Collected data
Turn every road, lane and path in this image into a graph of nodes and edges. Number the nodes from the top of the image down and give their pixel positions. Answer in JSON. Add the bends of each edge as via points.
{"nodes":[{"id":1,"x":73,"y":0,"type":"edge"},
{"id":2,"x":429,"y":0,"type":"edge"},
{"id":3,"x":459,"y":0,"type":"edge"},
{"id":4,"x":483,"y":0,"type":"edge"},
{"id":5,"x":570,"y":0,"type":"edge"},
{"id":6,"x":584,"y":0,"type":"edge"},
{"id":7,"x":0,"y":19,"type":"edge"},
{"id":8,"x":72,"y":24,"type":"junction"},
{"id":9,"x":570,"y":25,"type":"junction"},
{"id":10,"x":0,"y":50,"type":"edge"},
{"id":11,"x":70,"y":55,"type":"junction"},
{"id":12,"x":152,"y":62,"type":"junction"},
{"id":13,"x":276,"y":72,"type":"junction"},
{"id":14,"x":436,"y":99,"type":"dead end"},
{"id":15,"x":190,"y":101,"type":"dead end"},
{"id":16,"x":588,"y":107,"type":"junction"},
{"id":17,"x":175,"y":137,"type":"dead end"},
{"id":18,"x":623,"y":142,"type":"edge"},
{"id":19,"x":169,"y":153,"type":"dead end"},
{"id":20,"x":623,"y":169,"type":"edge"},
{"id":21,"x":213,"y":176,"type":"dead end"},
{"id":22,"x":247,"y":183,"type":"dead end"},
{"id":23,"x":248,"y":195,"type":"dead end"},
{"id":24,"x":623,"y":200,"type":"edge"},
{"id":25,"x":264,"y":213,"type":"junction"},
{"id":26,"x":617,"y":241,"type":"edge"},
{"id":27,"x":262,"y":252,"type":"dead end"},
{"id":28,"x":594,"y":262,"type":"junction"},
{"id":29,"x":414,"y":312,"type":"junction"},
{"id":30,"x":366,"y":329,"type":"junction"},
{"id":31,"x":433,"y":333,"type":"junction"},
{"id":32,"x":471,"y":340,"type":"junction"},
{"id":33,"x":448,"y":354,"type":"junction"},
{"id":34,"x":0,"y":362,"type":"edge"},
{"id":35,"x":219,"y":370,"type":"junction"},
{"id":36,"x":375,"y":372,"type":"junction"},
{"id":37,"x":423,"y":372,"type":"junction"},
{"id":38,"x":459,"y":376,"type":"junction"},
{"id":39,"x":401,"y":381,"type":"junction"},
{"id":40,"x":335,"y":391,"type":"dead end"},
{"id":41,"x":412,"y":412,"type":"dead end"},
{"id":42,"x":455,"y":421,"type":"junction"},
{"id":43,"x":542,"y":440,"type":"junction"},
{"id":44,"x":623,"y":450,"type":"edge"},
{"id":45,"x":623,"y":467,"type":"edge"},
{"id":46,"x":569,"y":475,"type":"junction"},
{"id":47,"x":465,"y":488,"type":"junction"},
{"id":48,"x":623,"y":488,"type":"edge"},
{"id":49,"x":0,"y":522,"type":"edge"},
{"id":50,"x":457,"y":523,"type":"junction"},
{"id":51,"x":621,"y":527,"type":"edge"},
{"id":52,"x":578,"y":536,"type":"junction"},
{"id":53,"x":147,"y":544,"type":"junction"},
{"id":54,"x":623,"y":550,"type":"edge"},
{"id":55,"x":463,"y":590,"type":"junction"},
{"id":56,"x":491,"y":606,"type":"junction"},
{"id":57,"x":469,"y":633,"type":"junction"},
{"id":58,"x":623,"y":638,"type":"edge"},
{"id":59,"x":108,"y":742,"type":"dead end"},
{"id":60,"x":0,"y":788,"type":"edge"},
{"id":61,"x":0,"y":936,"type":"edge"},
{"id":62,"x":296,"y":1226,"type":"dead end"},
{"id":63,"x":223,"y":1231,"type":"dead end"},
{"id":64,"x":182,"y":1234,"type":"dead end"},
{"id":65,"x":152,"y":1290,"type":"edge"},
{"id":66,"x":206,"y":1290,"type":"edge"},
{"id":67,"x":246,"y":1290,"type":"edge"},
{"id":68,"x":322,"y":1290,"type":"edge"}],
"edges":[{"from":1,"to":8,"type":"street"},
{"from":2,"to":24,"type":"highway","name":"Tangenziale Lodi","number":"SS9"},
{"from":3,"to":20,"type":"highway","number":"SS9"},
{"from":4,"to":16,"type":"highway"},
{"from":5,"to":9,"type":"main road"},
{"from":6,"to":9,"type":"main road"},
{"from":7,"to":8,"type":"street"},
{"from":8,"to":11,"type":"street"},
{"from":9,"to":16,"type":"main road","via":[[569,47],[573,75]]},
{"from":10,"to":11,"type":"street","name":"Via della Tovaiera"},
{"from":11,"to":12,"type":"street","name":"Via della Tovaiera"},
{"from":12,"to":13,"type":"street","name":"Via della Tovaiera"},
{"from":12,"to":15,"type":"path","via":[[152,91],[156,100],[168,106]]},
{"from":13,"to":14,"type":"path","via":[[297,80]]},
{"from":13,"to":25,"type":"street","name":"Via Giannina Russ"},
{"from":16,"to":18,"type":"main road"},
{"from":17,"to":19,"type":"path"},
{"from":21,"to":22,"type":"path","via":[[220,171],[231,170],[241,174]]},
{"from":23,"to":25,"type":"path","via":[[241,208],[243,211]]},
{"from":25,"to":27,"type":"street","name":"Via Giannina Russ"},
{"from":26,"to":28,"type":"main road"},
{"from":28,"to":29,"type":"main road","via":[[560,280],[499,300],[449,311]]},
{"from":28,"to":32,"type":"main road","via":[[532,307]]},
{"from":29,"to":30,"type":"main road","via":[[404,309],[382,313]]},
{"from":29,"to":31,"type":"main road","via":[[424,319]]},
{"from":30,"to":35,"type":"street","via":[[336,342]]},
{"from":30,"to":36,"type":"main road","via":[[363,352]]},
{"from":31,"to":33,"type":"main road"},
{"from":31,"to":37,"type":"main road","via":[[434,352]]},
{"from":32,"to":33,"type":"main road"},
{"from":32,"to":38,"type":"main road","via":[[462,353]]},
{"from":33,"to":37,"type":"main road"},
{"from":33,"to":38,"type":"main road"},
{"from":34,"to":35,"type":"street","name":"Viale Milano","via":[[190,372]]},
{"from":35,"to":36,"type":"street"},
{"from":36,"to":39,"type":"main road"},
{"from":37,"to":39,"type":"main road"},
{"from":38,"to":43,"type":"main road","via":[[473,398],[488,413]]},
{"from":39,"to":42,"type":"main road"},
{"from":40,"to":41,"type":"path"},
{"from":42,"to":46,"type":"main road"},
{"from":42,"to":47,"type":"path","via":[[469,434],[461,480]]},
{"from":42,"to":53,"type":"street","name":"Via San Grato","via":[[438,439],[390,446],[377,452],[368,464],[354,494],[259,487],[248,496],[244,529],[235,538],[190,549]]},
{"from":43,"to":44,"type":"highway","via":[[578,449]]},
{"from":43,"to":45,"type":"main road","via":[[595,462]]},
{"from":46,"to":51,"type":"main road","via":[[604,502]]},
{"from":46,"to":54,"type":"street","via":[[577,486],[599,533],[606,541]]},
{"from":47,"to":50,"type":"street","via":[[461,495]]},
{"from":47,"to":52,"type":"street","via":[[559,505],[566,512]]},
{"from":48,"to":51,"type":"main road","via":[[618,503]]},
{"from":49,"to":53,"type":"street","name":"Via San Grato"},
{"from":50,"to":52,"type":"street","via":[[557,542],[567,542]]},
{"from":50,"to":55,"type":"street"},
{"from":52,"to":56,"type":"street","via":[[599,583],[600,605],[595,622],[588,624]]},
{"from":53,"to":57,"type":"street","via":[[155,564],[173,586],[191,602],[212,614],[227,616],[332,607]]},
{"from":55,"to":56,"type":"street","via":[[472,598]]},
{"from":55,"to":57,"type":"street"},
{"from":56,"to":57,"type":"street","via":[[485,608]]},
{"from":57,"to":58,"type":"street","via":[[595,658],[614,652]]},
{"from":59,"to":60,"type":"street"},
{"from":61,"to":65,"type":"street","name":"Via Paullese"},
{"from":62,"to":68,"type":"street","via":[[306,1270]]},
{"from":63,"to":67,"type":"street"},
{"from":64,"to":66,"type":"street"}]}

Task item
Using the data above, show each line where "Tovaiera" occurs.

Your response
{"from":10,"to":11,"type":"street","name":"Via della Tovaiera"},
{"from":11,"to":12,"type":"street","name":"Via della Tovaiera"},
{"from":12,"to":13,"type":"street","name":"Via della Tovaiera"},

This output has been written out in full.